Code Monkey home page Code Monkey logo

neural_rerendering_in_the_wild's Introduction

Neural Rerendering in the Wild

Moustafa Meshry1, Dan B Goldman2, Sameh Khamis2, Hugues Hoppe2, Rohit Pandey2, Noah Snavely2, Ricardo Martin-Brualla2.

1University of Maryland, College Park      2Google Inc.

To appear at CVPR 2019 (Oral).

We will provide Tensorflow implementation and pretrained models for our paper soon.

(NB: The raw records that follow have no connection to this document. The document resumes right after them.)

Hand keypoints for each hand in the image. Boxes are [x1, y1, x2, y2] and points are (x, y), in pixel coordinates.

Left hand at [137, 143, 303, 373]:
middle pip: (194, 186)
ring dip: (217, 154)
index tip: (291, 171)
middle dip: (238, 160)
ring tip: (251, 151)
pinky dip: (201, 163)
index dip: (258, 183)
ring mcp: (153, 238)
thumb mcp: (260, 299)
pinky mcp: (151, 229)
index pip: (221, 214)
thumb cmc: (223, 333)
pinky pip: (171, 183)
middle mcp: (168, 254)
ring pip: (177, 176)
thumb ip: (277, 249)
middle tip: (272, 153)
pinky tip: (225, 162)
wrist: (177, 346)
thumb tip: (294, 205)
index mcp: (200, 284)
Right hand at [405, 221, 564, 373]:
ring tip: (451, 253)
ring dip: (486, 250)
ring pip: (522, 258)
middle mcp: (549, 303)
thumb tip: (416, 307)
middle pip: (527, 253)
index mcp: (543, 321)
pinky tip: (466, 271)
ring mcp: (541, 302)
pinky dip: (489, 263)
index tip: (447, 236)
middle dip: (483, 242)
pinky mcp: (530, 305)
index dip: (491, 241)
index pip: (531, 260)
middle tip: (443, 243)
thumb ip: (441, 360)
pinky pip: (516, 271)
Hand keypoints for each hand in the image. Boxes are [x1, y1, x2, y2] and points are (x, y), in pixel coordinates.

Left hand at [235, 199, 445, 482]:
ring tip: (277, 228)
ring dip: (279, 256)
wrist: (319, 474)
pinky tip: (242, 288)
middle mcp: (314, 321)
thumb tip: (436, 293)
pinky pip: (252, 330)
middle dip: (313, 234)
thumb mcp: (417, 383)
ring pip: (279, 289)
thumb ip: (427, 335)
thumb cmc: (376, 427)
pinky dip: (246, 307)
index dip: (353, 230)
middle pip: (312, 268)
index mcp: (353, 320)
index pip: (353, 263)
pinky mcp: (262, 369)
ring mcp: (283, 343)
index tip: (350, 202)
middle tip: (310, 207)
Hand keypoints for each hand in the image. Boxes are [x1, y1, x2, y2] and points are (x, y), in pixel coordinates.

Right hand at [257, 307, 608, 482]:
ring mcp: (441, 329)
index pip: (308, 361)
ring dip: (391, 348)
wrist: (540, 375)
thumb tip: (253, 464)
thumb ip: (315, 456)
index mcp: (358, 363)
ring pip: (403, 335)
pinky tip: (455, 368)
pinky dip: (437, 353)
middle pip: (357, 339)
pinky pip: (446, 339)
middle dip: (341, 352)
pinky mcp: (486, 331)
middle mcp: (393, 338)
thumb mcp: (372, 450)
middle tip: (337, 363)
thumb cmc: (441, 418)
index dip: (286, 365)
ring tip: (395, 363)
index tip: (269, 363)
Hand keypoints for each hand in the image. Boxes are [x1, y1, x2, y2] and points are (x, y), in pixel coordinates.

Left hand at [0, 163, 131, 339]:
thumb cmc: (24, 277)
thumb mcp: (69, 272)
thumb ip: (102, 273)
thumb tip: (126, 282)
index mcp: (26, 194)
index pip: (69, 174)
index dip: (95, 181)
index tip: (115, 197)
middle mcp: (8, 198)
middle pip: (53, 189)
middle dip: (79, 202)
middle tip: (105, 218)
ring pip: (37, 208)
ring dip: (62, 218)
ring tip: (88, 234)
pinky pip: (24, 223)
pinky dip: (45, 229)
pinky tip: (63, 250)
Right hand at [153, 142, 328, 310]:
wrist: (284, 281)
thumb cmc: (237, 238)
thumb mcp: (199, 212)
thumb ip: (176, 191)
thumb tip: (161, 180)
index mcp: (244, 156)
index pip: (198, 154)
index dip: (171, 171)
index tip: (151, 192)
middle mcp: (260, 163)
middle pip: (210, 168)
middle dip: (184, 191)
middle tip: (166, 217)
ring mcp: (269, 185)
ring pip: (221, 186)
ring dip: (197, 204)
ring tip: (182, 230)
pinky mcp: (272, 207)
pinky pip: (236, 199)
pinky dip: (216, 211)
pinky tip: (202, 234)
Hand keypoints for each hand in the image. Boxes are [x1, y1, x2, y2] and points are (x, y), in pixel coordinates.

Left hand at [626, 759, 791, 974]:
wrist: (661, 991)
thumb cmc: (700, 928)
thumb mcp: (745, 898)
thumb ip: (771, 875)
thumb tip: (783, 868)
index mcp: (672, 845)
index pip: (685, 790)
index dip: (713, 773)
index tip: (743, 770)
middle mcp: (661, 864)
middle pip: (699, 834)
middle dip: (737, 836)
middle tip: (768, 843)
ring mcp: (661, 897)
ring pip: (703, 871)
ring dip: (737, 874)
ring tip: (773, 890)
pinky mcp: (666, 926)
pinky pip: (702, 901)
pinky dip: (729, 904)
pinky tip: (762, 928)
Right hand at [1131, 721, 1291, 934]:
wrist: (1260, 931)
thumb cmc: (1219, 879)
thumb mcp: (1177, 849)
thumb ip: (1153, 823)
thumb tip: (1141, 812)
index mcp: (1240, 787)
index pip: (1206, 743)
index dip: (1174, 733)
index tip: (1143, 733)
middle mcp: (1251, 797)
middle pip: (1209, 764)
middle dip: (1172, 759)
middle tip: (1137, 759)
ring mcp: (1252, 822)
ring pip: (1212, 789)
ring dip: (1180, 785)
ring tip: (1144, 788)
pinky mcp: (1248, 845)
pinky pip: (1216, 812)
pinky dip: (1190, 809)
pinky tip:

Paper | Video | Code | Project page

Abstract

We explore total scene capture — recording, modeling, and rerendering a scene under varying appearance such as season and time of day. Starting from internet photos of a tourist landmark, we apply traditional 3D reconstruction to register the photos and approximate the scene as a point cloud. For each photo, we render the scene points into a deep framebuffer, and train a neural network to learn the mapping of these initial renderings to the actual photos. This rerendering network also takes as input a latent appearance vector and a semantic mask indicating the location of transient objects like pedestrians. The model is evaluated on several datasets of publicly available images spanning a broad range of illumination conditions. We create short videos demonstrating realistic manipulation of the image viewpoint, appearance, and semantic labeling. We also compare results with prior work on scene reconstruction from internet photos.

Video

Supplementary material video

Appearance variation

We capture the appearance of the original images in the left column, and rerender several viewpoints under them. The last column is a detail of the previous one. The top row shows the renderings part of the input to the rerenderer, that exhibit artifacts like incomplete features in the statue, and an inconsistent mix of day and night appearances. Note the hallucinated twilight scene in the sky using the last appearance. Image credits: Flickr users William Warby, Neil Rickards, Rafael Jimenez, acme401 (Creative Commons).

Appearance interpolation

Frames from a synthesized camera path that smoothly transitions from the photo on the left to the photo on the right by smoothly interpolating both viewpoint and the latent appearance vectors. Please see the supplementary video. Photo Credits: Allie Caulfield, Tahbepet, Till Westermayer, Elliott Brown (Creative Commons).

Acknowledgements

We thank Gregory Blascovich for his help in conducting the user study, and Johannes Schönberger and True Price for their help generating datasets.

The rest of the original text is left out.